> [Given entries]

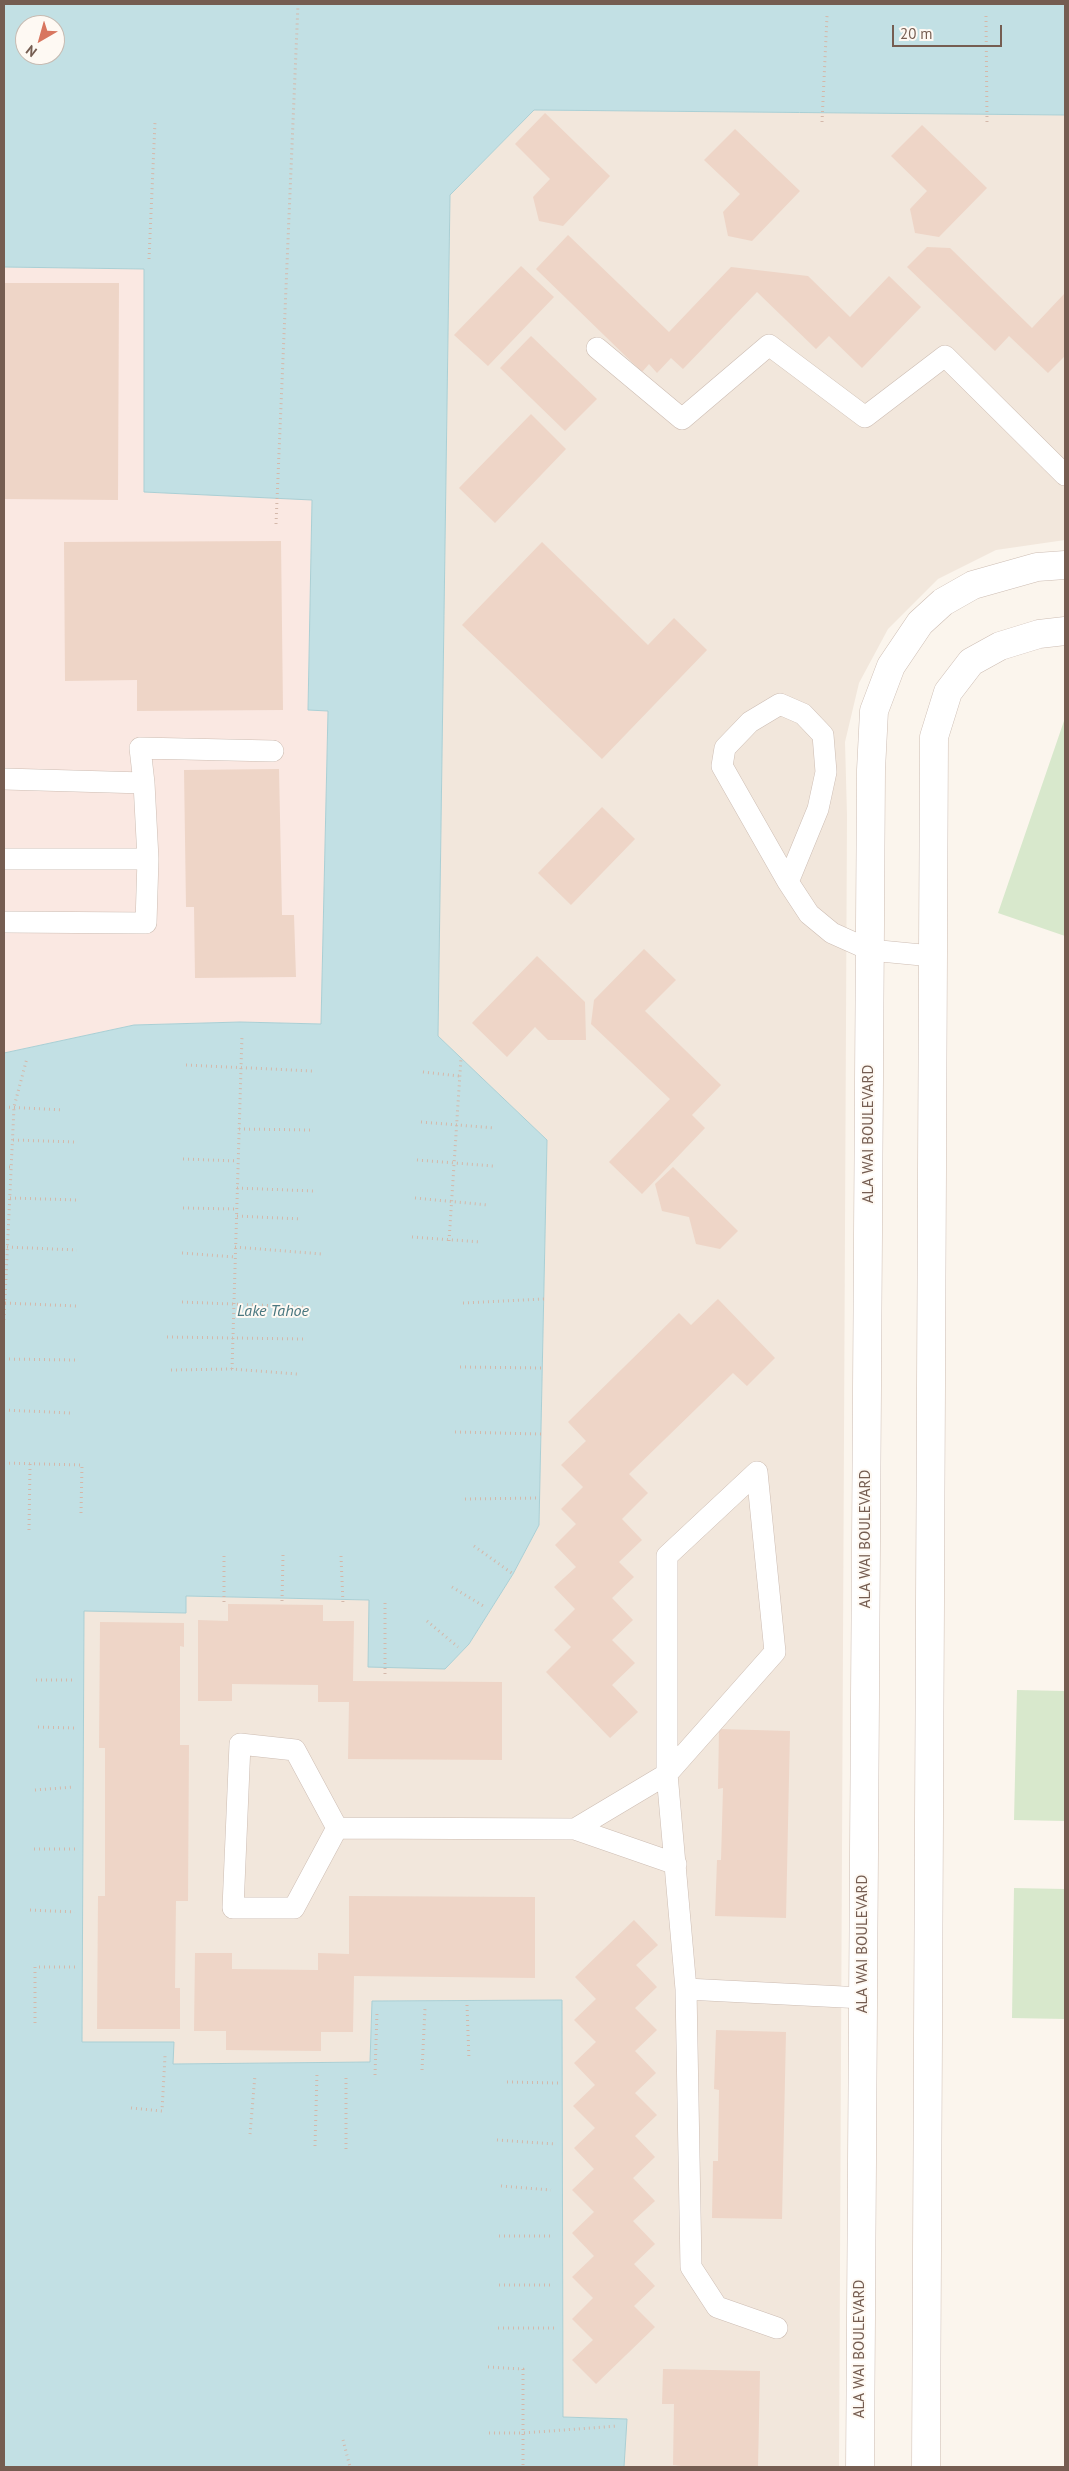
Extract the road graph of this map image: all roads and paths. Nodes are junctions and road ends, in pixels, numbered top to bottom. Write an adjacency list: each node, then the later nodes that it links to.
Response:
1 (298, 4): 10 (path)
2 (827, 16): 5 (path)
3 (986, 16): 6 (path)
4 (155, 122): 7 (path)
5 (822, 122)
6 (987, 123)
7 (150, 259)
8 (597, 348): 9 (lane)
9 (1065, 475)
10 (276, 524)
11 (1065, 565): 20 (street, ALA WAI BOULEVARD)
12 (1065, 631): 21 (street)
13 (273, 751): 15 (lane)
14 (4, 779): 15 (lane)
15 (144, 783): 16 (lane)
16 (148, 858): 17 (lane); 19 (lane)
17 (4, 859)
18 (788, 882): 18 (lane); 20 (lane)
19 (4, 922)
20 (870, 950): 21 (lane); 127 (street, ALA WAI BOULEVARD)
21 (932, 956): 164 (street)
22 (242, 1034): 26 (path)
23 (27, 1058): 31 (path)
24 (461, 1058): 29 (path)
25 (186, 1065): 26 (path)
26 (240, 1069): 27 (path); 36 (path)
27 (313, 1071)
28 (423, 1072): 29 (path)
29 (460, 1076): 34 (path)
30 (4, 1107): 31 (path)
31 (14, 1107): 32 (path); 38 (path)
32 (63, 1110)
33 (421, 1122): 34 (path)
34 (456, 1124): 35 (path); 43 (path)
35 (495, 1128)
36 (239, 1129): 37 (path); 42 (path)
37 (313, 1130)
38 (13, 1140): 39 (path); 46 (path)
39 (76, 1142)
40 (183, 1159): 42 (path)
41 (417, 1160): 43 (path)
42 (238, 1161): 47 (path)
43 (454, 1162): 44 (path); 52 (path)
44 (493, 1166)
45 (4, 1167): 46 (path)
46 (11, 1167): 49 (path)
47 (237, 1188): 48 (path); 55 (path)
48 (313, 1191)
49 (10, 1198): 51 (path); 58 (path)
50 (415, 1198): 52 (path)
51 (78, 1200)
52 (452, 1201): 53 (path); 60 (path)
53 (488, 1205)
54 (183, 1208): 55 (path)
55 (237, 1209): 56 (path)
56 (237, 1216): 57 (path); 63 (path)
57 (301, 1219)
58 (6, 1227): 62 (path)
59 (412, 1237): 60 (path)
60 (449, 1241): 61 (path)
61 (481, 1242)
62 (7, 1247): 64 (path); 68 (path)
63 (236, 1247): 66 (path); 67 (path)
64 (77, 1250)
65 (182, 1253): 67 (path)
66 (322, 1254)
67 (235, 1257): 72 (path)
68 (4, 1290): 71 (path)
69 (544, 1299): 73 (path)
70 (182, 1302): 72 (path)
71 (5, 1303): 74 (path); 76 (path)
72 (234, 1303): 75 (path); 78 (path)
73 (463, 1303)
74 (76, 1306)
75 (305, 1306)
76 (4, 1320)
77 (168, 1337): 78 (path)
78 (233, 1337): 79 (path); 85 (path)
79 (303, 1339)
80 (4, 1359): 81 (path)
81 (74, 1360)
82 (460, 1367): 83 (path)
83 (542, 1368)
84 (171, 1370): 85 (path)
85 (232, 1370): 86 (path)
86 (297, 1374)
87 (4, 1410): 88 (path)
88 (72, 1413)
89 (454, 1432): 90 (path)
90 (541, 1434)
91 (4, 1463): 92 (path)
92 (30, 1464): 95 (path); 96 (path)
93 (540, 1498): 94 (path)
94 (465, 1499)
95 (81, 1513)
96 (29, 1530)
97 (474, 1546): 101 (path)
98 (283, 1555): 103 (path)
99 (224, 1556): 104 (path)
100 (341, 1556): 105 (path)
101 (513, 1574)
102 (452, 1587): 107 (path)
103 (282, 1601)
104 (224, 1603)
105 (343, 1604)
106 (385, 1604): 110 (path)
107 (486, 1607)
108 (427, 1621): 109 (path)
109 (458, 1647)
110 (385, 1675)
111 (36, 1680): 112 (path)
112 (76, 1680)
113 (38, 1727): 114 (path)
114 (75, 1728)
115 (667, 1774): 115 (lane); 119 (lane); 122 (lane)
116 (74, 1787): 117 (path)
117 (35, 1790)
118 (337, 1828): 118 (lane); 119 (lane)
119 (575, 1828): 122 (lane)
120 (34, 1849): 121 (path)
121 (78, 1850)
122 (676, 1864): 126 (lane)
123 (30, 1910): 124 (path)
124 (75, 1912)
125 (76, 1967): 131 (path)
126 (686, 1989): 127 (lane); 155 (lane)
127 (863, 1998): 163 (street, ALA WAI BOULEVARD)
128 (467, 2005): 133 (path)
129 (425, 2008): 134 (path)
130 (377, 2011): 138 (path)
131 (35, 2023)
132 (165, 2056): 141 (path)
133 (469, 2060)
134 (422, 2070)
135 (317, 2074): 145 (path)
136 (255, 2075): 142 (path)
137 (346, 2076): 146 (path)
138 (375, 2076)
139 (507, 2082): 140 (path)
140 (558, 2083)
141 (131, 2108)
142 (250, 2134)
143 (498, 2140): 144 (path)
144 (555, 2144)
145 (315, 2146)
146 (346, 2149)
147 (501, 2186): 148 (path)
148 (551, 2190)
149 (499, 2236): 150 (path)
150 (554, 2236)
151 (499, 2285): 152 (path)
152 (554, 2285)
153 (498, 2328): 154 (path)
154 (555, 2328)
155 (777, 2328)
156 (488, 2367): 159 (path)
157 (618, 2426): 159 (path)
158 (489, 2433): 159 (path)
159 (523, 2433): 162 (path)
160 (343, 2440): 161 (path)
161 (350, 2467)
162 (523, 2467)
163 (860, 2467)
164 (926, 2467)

> [Task instructions]
Leave out the images and write out the listing above exactly.

> [Response to this exercise]
Extract the road graph of this map image: all roads and paths. Nodes are junctions and road ends, in pixels, numbered top to bottom. Write an adjacency list: each node, then the later nodes that it links to.
Response:
1 (298, 4): 10 (path)
2 (827, 16): 5 (path)
3 (986, 16): 6 (path)
4 (155, 122): 7 (path)
5 (822, 122)
6 (987, 123)
7 (150, 259)
8 (597, 348): 9 (lane)
9 (1065, 475)
10 (276, 524)
11 (1065, 565): 20 (street, ALA WAI BOULEVARD)
12 (1065, 631): 21 (street)
13 (273, 751): 15 (lane)
14 (4, 779): 15 (lane)
15 (144, 783): 16 (lane)
16 (148, 858): 17 (lane); 19 (lane)
17 (4, 859)
18 (788, 882): 18 (lane); 20 (lane)
19 (4, 922)
20 (870, 950): 21 (lane); 127 (street, ALA WAI BOULEVARD)
21 (932, 956): 164 (street)
22 (242, 1034): 26 (path)
23 (27, 1058): 31 (path)
24 (461, 1058): 29 (path)
25 (186, 1065): 26 (path)
26 (240, 1069): 27 (path); 36 (path)
27 (313, 1071)
28 (423, 1072): 29 (path)
29 (460, 1076): 34 (path)
30 (4, 1107): 31 (path)
31 (14, 1107): 32 (path); 38 (path)
32 (63, 1110)
33 (421, 1122): 34 (path)
34 (456, 1124): 35 (path); 43 (path)
35 (495, 1128)
36 (239, 1129): 37 (path); 42 (path)
37 (313, 1130)
38 (13, 1140): 39 (path); 46 (path)
39 (76, 1142)
40 (183, 1159): 42 (path)
41 (417, 1160): 43 (path)
42 (238, 1161): 47 (path)
43 (454, 1162): 44 (path); 52 (path)
44 (493, 1166)
45 (4, 1167): 46 (path)
46 (11, 1167): 49 (path)
47 (237, 1188): 48 (path); 55 (path)
48 (313, 1191)
49 (10, 1198): 51 (path); 58 (path)
50 (415, 1198): 52 (path)
51 (78, 1200)
52 (452, 1201): 53 (path); 60 (path)
53 (488, 1205)
54 (183, 1208): 55 (path)
55 (237, 1209): 56 (path)
56 (237, 1216): 57 (path); 63 (path)
57 (301, 1219)
58 (6, 1227): 62 (path)
59 (412, 1237): 60 (path)
60 (449, 1241): 61 (path)
61 (481, 1242)
62 (7, 1247): 64 (path); 68 (path)
63 (236, 1247): 66 (path); 67 (path)
64 (77, 1250)
65 (182, 1253): 67 (path)
66 (322, 1254)
67 (235, 1257): 72 (path)
68 (4, 1290): 71 (path)
69 (544, 1299): 73 (path)
70 (182, 1302): 72 (path)
71 (5, 1303): 74 (path); 76 (path)
72 (234, 1303): 75 (path); 78 (path)
73 (463, 1303)
74 (76, 1306)
75 (305, 1306)
76 (4, 1320)
77 (168, 1337): 78 (path)
78 (233, 1337): 79 (path); 85 (path)
79 (303, 1339)
80 (4, 1359): 81 (path)
81 (74, 1360)
82 (460, 1367): 83 (path)
83 (542, 1368)
84 (171, 1370): 85 (path)
85 (232, 1370): 86 (path)
86 (297, 1374)
87 (4, 1410): 88 (path)
88 (72, 1413)
89 (454, 1432): 90 (path)
90 (541, 1434)
91 (4, 1463): 92 (path)
92 (30, 1464): 95 (path); 96 (path)
93 (540, 1498): 94 (path)
94 (465, 1499)
95 (81, 1513)
96 (29, 1530)
97 (474, 1546): 101 (path)
98 (283, 1555): 103 (path)
99 (224, 1556): 104 (path)
100 (341, 1556): 105 (path)
101 (513, 1574)
102 (452, 1587): 107 (path)
103 (282, 1601)
104 (224, 1603)
105 (343, 1604)
106 (385, 1604): 110 (path)
107 (486, 1607)
108 (427, 1621): 109 (path)
109 (458, 1647)
110 (385, 1675)
111 (36, 1680): 112 (path)
112 (76, 1680)
113 (38, 1727): 114 (path)
114 (75, 1728)
115 (667, 1774): 115 (lane); 119 (lane); 122 (lane)
116 (74, 1787): 117 (path)
117 (35, 1790)
118 (337, 1828): 118 (lane); 119 (lane)
119 (575, 1828): 122 (lane)
120 (34, 1849): 121 (path)
121 (78, 1850)
122 (676, 1864): 126 (lane)
123 (30, 1910): 124 (path)
124 (75, 1912)
125 (76, 1967): 131 (path)
126 (686, 1989): 127 (lane); 155 (lane)
127 (863, 1998): 163 (street, ALA WAI BOULEVARD)
128 (467, 2005): 133 (path)
129 (425, 2008): 134 (path)
130 (377, 2011): 138 (path)
131 (35, 2023)
132 (165, 2056): 141 (path)
133 (469, 2060)
134 (422, 2070)
135 (317, 2074): 145 (path)
136 (255, 2075): 142 (path)
137 (346, 2076): 146 (path)
138 (375, 2076)
139 (507, 2082): 140 (path)
140 (558, 2083)
141 (131, 2108)
142 (250, 2134)
143 (498, 2140): 144 (path)
144 (555, 2144)
145 (315, 2146)
146 (346, 2149)
147 (501, 2186): 148 (path)
148 (551, 2190)
149 (499, 2236): 150 (path)
150 (554, 2236)
151 (499, 2285): 152 (path)
152 (554, 2285)
153 (498, 2328): 154 (path)
154 (555, 2328)
155 (777, 2328)
156 (488, 2367): 159 (path)
157 (618, 2426): 159 (path)
158 (489, 2433): 159 (path)
159 (523, 2433): 162 (path)
160 (343, 2440): 161 (path)
161 (350, 2467)
162 (523, 2467)
163 (860, 2467)
164 (926, 2467)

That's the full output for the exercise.